(Stored items)
• • •
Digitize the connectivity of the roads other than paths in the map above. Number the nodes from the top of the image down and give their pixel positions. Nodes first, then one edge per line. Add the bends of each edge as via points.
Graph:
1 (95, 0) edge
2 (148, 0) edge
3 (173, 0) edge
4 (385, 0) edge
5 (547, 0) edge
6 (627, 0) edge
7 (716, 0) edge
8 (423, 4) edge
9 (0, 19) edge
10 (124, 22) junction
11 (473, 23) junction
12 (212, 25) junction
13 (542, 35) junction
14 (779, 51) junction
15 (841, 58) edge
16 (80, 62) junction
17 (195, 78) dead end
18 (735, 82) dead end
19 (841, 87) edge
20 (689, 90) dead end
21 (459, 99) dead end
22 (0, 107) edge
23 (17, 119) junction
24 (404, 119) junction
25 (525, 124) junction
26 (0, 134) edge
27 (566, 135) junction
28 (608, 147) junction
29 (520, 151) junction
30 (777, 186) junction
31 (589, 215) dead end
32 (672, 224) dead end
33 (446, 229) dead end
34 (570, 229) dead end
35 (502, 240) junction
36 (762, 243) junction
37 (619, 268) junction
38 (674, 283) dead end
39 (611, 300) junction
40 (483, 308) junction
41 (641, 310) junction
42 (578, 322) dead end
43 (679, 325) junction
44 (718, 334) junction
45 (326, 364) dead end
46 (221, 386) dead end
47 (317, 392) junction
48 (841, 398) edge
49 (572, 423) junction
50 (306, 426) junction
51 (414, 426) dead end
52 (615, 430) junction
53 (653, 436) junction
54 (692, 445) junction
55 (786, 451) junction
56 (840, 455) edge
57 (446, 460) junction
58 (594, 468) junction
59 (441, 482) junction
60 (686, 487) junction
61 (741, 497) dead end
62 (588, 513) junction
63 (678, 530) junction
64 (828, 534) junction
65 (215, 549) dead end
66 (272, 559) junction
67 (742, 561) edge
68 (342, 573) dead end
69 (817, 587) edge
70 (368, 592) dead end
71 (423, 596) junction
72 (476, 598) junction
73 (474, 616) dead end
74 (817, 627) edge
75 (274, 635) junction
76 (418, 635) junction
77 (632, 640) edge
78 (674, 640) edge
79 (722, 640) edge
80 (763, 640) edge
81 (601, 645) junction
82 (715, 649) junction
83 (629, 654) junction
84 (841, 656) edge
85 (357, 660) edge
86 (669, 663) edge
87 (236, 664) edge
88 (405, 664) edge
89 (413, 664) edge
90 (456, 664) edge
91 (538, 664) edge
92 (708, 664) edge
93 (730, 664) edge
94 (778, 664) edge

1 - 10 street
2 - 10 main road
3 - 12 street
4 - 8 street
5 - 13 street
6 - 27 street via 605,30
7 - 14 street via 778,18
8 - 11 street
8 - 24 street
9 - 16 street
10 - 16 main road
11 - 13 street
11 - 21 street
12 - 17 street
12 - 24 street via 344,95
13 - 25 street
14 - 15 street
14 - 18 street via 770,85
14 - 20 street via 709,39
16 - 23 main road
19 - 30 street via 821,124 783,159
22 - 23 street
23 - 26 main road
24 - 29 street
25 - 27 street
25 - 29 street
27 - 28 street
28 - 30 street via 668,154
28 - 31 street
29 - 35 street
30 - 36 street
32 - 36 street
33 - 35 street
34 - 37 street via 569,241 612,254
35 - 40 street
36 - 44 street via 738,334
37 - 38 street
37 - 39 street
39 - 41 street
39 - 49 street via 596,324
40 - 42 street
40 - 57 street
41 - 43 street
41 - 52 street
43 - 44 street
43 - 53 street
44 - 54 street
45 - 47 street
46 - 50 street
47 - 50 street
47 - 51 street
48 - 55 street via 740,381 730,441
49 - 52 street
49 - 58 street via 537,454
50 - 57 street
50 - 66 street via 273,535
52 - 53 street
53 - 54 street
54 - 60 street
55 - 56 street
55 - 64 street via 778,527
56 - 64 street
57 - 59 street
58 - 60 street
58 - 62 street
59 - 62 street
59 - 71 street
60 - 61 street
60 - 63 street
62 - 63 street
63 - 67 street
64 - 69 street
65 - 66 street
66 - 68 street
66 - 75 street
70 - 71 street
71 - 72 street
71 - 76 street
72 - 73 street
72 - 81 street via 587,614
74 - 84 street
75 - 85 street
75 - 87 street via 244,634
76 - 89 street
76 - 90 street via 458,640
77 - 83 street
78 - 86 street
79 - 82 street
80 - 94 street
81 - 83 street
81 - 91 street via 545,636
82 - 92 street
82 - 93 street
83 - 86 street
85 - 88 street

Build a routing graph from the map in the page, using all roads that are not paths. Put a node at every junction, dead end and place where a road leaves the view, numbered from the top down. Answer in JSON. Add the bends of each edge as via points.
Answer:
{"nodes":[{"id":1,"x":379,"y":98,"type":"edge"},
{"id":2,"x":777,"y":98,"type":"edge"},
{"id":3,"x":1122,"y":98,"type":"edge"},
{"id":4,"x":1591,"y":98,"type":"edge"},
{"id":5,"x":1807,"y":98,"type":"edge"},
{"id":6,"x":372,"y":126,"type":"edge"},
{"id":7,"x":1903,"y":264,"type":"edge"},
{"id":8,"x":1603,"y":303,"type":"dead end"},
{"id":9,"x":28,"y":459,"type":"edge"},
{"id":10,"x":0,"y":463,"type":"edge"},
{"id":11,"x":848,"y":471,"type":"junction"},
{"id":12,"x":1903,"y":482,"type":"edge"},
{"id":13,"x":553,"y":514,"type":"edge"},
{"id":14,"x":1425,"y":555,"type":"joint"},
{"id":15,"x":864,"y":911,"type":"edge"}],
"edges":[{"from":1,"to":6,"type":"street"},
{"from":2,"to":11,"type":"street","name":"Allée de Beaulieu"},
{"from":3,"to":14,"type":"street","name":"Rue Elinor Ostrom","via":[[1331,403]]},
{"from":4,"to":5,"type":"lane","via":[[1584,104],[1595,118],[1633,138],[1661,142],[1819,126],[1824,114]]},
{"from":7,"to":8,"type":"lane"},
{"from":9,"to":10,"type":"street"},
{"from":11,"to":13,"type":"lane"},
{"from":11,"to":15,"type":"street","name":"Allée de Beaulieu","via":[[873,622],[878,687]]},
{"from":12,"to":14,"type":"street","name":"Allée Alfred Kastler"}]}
• • •
> _Work order_
Word for word, write out all the lines shown above.

> _Task output_
Digitize the connectivity of the roads other than paths in the map above. Number the nodes from the top of the image down and give their pixel positions. Nodes first, then one edge per line. Add the bends of each edge as via points.
Graph:
1 (95, 0) edge
2 (148, 0) edge
3 (173, 0) edge
4 (385, 0) edge
5 (547, 0) edge
6 (627, 0) edge
7 (716, 0) edge
8 (423, 4) edge
9 (0, 19) edge
10 (124, 22) junction
11 (473, 23) junction
12 (212, 25) junction
13 (542, 35) junction
14 (779, 51) junction
15 (841, 58) edge
16 (80, 62) junction
17 (195, 78) dead end
18 (735, 82) dead end
19 (841, 87) edge
20 (689, 90) dead end
21 (459, 99) dead end
22 (0, 107) edge
23 (17, 119) junction
24 (404, 119) junction
25 (525, 124) junction
26 (0, 134) edge
27 (566, 135) junction
28 (608, 147) junction
29 (520, 151) junction
30 (777, 186) junction
31 (589, 215) dead end
32 (672, 224) dead end
33 (446, 229) dead end
34 (570, 229) dead end
35 (502, 240) junction
36 (762, 243) junction
37 (619, 268) junction
38 (674, 283) dead end
39 (611, 300) junction
40 (483, 308) junction
41 (641, 310) junction
42 (578, 322) dead end
43 (679, 325) junction
44 (718, 334) junction
45 (326, 364) dead end
46 (221, 386) dead end
47 (317, 392) junction
48 (841, 398) edge
49 (572, 423) junction
50 (306, 426) junction
51 (414, 426) dead end
52 (615, 430) junction
53 (653, 436) junction
54 (692, 445) junction
55 (786, 451) junction
56 (840, 455) edge
57 (446, 460) junction
58 (594, 468) junction
59 (441, 482) junction
60 (686, 487) junction
61 (741, 497) dead end
62 (588, 513) junction
63 (678, 530) junction
64 (828, 534) junction
65 (215, 549) dead end
66 (272, 559) junction
67 (742, 561) edge
68 (342, 573) dead end
69 (817, 587) edge
70 (368, 592) dead end
71 (423, 596) junction
72 (476, 598) junction
73 (474, 616) dead end
74 (817, 627) edge
75 (274, 635) junction
76 (418, 635) junction
77 (632, 640) edge
78 (674, 640) edge
79 (722, 640) edge
80 (763, 640) edge
81 (601, 645) junction
82 (715, 649) junction
83 (629, 654) junction
84 (841, 656) edge
85 (357, 660) edge
86 (669, 663) edge
87 (236, 664) edge
88 (405, 664) edge
89 (413, 664) edge
90 (456, 664) edge
91 (538, 664) edge
92 (708, 664) edge
93 (730, 664) edge
94 (778, 664) edge

1 - 10 street
2 - 10 main road
3 - 12 street
4 - 8 street
5 - 13 street
6 - 27 street via 605,30
7 - 14 street via 778,18
8 - 11 street
8 - 24 street
9 - 16 street
10 - 16 main road
11 - 13 street
11 - 21 street
12 - 17 street
12 - 24 street via 344,95
13 - 25 street
14 - 15 street
14 - 18 street via 770,85
14 - 20 street via 709,39
16 - 23 main road
19 - 30 street via 821,124 783,159
22 - 23 street
23 - 26 main road
24 - 29 street
25 - 27 street
25 - 29 street
27 - 28 street
28 - 30 street via 668,154
28 - 31 street
29 - 35 street
30 - 36 street
32 - 36 street
33 - 35 street
34 - 37 street via 569,241 612,254
35 - 40 street
36 - 44 street via 738,334
37 - 38 street
37 - 39 street
39 - 41 street
39 - 49 street via 596,324
40 - 42 street
40 - 57 street
41 - 43 street
41 - 52 street
43 - 44 street
43 - 53 street
44 - 54 street
45 - 47 street
46 - 50 street
47 - 50 street
47 - 51 street
48 - 55 street via 740,381 730,441
49 - 52 street
49 - 58 street via 537,454
50 - 57 street
50 - 66 street via 273,535
52 - 53 street
53 - 54 street
54 - 60 street
55 - 56 street
55 - 64 street via 778,527
56 - 64 street
57 - 59 street
58 - 60 street
58 - 62 street
59 - 62 street
59 - 71 street
60 - 61 street
60 - 63 street
62 - 63 street
63 - 67 street
64 - 69 street
65 - 66 street
66 - 68 street
66 - 75 street
70 - 71 street
71 - 72 street
71 - 76 street
72 - 73 street
72 - 81 street via 587,614
74 - 84 street
75 - 85 street
75 - 87 street via 244,634
76 - 89 street
76 - 90 street via 458,640
77 - 83 street
78 - 86 street
79 - 82 street
80 - 94 street
81 - 83 street
81 - 91 street via 545,636
82 - 92 street
82 - 93 street
83 - 86 street
85 - 88 street

Build a routing graph from the map in the page, using all roads that are not paths. Put a node at every junction, dead end and place where a road leaves the view, numbered from the top down. Answer in JSON. Add the bends of each edge as via points.
Answer:
{"nodes":[{"id":1,"x":379,"y":98,"type":"edge"},
{"id":2,"x":777,"y":98,"type":"edge"},
{"id":3,"x":1122,"y":98,"type":"edge"},
{"id":4,"x":1591,"y":98,"type":"edge"},
{"id":5,"x":1807,"y":98,"type":"edge"},
{"id":6,"x":372,"y":126,"type":"edge"},
{"id":7,"x":1903,"y":264,"type":"edge"},
{"id":8,"x":1603,"y":303,"type":"dead end"},
{"id":9,"x":28,"y":459,"type":"edge"},
{"id":10,"x":0,"y":463,"type":"edge"},
{"id":11,"x":848,"y":471,"type":"junction"},
{"id":12,"x":1903,"y":482,"type":"edge"},
{"id":13,"x":553,"y":514,"type":"edge"},
{"id":14,"x":1425,"y":555,"type":"joint"},
{"id":15,"x":864,"y":911,"type":"edge"}],
"edges":[{"from":1,"to":6,"type":"street"},
{"from":2,"to":11,"type":"street","name":"Allée de Beaulieu"},
{"from":3,"to":14,"type":"street","name":"Rue Elinor Ostrom","via":[[1331,403]]},
{"from":4,"to":5,"type":"lane","via":[[1584,104],[1595,118],[1633,138],[1661,142],[1819,126],[1824,114]]},
{"from":7,"to":8,"type":"lane"},
{"from":9,"to":10,"type":"street"},
{"from":11,"to":13,"type":"lane"},
{"from":11,"to":15,"type":"street","name":"Allée de Beaulieu","via":[[873,622],[878,687]]},
{"from":12,"to":14,"type":"street","name":"Allée Alfred Kastler"}]}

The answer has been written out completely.